Explicabilité et traçabilité : les applications IA doivent être compréhensibles et traçables d'une manière appropriée au contexte de leur utilisation. C'est l'une des exigences les plus techniquement exigeantes pour les fournisseurs d'IA, car de nombreuses approches hautement performantes sont intrinsèquement difficiles à expliquer.

Fiabilité : les applications IA doivent fonctionner de manière fiable conformément à leur but prévu dans toute la gamme des conditions opérationnelles — pas seulement dans les conditions de test. Cela fait directement écho à la distinction entre systèmes éprouvés au combat et en laboratoire.

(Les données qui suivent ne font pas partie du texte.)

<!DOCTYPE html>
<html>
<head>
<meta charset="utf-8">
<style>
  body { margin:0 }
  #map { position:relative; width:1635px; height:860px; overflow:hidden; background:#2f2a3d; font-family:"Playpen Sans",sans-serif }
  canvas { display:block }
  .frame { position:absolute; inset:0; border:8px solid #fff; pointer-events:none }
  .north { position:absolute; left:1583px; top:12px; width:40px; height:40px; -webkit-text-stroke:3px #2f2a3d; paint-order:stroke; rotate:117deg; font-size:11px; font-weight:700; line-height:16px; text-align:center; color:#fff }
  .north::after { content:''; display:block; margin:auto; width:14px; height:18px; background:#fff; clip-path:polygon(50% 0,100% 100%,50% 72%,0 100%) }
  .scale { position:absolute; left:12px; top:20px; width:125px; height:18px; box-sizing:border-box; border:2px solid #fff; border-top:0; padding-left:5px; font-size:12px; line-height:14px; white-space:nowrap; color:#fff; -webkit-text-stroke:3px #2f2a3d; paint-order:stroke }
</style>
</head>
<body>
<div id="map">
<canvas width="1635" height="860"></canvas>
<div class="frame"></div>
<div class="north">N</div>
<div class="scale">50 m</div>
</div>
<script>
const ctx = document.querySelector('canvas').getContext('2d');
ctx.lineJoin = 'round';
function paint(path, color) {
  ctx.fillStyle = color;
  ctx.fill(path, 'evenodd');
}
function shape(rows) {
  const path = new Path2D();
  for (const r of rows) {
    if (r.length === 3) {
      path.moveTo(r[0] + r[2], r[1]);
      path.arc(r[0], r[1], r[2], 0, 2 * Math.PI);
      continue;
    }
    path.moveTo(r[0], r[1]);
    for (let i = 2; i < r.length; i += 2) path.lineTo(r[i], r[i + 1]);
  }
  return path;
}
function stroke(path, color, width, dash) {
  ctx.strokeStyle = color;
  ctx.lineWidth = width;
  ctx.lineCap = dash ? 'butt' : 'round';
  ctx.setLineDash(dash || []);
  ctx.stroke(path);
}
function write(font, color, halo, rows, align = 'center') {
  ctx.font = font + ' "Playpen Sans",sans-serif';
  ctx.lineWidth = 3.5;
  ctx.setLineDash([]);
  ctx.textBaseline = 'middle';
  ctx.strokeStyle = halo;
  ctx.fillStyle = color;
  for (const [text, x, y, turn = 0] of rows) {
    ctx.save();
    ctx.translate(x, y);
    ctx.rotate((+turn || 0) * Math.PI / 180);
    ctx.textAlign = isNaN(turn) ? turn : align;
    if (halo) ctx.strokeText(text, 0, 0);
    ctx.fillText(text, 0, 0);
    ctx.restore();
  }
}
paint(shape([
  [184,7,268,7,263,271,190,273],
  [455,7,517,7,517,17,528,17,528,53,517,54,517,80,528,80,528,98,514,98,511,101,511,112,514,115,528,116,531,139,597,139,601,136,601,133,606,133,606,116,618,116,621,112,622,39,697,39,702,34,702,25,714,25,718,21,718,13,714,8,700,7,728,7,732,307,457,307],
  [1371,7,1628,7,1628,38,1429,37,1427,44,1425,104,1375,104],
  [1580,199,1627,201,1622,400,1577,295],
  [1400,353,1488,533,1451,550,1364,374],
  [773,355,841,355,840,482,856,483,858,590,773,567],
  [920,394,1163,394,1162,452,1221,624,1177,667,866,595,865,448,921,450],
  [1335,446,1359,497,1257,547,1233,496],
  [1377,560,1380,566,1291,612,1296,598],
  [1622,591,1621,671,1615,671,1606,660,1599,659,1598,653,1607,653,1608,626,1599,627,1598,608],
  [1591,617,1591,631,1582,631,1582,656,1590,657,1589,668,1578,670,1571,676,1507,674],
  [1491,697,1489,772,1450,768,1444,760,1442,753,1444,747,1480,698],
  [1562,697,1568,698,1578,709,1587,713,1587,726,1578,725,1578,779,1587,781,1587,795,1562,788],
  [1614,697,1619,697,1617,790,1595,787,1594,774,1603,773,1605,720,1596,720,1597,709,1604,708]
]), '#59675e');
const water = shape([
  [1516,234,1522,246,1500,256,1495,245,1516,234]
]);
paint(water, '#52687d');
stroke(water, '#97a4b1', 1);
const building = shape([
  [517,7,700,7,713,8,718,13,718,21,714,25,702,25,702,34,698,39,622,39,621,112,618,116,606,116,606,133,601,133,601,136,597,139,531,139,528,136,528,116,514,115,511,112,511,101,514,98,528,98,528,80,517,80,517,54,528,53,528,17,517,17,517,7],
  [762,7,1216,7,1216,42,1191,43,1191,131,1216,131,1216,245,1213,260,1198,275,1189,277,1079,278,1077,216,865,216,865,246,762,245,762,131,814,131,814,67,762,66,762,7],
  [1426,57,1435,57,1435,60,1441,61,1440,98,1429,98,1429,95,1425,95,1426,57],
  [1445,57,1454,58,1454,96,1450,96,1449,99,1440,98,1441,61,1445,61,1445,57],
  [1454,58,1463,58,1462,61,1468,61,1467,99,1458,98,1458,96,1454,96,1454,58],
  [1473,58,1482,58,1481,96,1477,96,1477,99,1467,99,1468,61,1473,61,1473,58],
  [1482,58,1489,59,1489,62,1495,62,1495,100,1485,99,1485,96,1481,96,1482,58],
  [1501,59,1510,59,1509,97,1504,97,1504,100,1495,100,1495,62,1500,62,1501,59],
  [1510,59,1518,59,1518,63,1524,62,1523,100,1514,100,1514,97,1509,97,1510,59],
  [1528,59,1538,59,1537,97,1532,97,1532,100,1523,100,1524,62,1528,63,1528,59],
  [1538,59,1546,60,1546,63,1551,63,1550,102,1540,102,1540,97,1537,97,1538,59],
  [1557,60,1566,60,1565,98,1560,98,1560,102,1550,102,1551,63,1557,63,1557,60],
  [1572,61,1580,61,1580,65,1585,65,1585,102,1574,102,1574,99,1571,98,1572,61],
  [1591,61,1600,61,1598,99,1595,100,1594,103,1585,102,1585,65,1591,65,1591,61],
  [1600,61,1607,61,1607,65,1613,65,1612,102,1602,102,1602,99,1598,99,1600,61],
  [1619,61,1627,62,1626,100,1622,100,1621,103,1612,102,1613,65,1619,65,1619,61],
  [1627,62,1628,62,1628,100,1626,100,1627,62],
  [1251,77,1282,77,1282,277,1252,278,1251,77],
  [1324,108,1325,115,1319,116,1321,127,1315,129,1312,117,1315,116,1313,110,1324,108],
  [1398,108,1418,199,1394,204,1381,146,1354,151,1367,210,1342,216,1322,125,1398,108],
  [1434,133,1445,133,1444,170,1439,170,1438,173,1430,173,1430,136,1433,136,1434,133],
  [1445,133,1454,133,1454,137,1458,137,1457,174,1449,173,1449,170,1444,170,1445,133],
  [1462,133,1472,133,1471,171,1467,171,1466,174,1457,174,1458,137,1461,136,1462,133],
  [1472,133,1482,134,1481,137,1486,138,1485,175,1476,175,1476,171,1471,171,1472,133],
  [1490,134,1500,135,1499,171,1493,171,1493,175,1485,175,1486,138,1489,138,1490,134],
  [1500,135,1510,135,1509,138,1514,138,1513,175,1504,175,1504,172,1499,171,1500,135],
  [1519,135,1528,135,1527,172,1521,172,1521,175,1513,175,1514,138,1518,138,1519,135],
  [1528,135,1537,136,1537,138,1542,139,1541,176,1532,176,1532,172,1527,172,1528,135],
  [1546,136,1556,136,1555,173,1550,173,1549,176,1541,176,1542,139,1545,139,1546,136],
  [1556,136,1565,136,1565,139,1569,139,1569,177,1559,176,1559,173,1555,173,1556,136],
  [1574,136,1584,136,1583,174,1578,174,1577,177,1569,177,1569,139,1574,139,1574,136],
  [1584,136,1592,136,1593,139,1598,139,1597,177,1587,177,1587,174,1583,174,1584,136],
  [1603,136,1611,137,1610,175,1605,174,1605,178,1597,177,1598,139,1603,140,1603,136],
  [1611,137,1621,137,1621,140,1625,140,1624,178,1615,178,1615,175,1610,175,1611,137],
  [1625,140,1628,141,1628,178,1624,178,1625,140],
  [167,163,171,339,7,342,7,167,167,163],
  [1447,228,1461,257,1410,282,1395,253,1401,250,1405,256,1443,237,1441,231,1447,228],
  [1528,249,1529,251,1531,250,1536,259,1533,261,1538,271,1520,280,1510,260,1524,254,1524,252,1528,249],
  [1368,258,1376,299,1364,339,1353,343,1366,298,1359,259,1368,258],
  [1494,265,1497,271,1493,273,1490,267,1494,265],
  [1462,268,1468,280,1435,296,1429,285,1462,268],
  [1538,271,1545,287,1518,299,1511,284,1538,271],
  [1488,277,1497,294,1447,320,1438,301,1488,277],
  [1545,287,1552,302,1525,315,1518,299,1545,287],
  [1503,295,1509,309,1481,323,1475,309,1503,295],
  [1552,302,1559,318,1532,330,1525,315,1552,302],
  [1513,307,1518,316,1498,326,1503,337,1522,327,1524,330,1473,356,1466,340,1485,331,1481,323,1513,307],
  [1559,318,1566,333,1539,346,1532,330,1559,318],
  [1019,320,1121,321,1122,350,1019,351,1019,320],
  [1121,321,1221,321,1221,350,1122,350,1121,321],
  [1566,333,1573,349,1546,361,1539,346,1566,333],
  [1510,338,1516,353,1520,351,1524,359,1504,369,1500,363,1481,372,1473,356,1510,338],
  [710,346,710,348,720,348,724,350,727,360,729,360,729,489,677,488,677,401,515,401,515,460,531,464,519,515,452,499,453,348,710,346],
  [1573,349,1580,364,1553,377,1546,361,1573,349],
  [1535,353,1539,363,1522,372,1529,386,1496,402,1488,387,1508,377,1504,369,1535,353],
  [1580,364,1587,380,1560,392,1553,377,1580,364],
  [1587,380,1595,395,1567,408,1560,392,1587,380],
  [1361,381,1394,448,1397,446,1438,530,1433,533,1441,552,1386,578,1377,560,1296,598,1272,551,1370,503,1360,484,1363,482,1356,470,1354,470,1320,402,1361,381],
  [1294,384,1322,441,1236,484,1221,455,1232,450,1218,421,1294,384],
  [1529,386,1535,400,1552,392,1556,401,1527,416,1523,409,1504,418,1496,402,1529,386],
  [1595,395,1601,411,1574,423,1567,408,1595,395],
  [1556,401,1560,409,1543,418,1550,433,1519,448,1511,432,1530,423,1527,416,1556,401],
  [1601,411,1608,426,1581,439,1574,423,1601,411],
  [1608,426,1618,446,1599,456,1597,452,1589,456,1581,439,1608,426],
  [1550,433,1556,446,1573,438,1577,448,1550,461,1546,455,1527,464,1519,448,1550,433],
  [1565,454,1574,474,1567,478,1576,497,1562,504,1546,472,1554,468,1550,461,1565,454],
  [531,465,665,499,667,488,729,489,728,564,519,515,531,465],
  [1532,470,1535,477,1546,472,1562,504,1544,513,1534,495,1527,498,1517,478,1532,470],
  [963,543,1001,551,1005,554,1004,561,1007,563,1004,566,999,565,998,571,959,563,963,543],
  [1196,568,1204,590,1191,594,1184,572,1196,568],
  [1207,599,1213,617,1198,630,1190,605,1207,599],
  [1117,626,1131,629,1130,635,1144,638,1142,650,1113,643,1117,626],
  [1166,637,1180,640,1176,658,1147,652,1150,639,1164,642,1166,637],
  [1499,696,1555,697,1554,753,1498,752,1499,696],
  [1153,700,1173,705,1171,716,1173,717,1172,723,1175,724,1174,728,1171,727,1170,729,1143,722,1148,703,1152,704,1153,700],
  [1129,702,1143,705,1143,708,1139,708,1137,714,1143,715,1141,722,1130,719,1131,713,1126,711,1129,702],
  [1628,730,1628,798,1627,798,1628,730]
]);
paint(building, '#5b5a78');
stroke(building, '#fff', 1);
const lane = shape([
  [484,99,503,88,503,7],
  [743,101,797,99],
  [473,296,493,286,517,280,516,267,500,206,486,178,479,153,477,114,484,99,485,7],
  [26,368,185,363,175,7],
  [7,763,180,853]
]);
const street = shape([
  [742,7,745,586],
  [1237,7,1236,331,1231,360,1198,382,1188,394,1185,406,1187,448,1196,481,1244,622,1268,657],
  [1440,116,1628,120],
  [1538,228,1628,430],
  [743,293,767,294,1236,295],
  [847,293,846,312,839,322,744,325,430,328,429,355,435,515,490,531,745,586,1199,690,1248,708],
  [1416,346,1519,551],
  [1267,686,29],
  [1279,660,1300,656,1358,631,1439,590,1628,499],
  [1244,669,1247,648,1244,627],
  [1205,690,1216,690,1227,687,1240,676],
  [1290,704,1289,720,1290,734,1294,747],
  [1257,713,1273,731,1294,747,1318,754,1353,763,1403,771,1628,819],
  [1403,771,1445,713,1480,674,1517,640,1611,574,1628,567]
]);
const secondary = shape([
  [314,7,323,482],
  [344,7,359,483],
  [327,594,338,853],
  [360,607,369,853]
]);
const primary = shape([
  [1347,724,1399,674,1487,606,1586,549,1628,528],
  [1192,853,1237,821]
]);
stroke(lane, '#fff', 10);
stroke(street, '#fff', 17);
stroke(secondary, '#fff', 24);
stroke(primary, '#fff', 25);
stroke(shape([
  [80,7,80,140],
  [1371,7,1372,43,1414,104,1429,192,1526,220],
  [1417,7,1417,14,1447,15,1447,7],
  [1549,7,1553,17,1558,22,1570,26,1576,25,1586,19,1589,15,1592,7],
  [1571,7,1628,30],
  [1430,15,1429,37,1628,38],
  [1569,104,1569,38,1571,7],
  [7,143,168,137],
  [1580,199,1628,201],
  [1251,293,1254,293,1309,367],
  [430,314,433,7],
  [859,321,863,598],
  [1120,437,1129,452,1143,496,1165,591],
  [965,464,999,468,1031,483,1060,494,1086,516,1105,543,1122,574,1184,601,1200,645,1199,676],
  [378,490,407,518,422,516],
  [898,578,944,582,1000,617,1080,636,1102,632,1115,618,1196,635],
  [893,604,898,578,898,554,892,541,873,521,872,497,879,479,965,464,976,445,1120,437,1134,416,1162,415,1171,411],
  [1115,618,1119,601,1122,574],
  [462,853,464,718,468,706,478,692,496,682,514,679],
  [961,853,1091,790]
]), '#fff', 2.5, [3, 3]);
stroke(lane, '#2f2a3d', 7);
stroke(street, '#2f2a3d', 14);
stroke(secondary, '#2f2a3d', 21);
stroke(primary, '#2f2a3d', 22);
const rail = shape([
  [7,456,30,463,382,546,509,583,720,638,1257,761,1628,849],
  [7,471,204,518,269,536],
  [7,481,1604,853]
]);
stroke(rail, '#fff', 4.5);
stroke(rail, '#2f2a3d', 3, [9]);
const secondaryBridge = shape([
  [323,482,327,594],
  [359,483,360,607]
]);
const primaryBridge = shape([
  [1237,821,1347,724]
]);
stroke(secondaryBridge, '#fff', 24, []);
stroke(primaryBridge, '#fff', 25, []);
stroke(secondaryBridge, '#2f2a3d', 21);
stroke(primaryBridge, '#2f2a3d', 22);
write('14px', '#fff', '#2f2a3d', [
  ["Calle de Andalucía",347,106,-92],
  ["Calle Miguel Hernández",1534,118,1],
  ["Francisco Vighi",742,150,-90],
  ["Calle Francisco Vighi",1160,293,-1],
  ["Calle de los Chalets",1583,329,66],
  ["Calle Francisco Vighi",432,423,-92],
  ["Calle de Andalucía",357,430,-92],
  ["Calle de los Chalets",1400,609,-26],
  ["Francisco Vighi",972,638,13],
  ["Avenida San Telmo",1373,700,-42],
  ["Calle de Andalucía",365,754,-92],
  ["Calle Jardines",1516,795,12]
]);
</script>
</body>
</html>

Gouvernabilité : les systèmes IA doivent être conçus pour permettre une supervision et un contrôle humains appropriés, avec la capacité d'intervenir, d'ajuster ou de désactiver les fonctions IA si nécessaire.

Atténuation des biais : des efforts doivent être faits pour minimiser les biais non intentionnels dans les applications IA qui pourraient affecter la prise de décision. Cela nécessite des tests documentés des disparités de performance dans différentes conditions environnementales.

Exigences pour les systèmes IA : explicabilité, auditabilité, robustesse

L'explicabilité dans un contexte OTAN ne signifie pas que le système IA doit fournir une explication technique complète de ses mécanismes internes. Pour un système de classification d'images, cela pourrait signifier mettre en évidence les caractéristiques de l'image qui ont le plus contribué à la classification. Pour un système d'optimisation logistique, cela pourrait signifier montrer quelles contraintes ont conduit à la décision de routage recommandée.

L'auditabilité exige que le comportement du système IA puisse être reconstitué après coup pour examen — pour l'apprentissage opérationnel, l'investigation d'erreurs ou la responsabilité juridique. Les systèmes IA doivent enregistrer leurs entrées, processus de raisonnement et sorties avec suffisamment de détails pour permettre une analyse post-hoc.

La robustesse aborde les performances du système lors d'un décalage de distribution — lorsque les entrées opérationnelles diffèrent de la distribution des données d'entraînement. Les environnements militaires sont caractérisés exactement par ce type de décalage : les capteurs opèrent dans des conditions non représentées dans les données d'entraînement, et les adversaires tentent activement de créer des entrées qui trompent les systèmes IA.

Observation clé : Les exigences IA de l'OTAN ne visent pas principalement à limiter les capacités IA — elles visent à créer suffisamment de confiance dans les systèmes IA pour permettre leur adoption opérationnelle. Un fournisseur qui considère la conformité aux principes IA de l'OTAN comme une contrainte passe à côté de l'essentiel. Les principes existent parce que les systèmes IA qui ne peuvent pas être expliqués, audités ou remplacés ne seront pas adoptés par les utilisateurs militaires opérationnels, quelle que soit leur performance technique.

Implications pour les fournisseurs de logiciels de défense

Pour les fournisseurs de logiciels développant des produits de défense dotés d'IA, la stratégie IA de l'OTAN a des implications concrètes. Les plus importantes : concevoir l'explicabilité dès le départ ; documenter les données d'entraînement et la méthodologie de test ; intégrer le remplacement humain dans l'architecture, pas comme une réflexion après coup.

Cadres de gouvernance IA : ALTAI et le règlement européen sur l'IA

Au-delà des exigences spécifiques à l'OTAN, les fournisseurs d'IA de défense opérant en Europe doivent également naviguer dans le cadre de gouvernance IA de l'UE. Le règlement européen sur l'IA, entré en vigueur en 2024, inclut une exemption spécifique pour les systèmes IA utilisés exclusivement à des fins militaires et de sécurité nationale. La liste d'évaluation pour une IA digne de confiance (ALTAI) fournit un outil d'auto-évaluation qui s'aligne étroitement avec les six principes de l'OTAN et les exigences du règlement européen sur l'IA.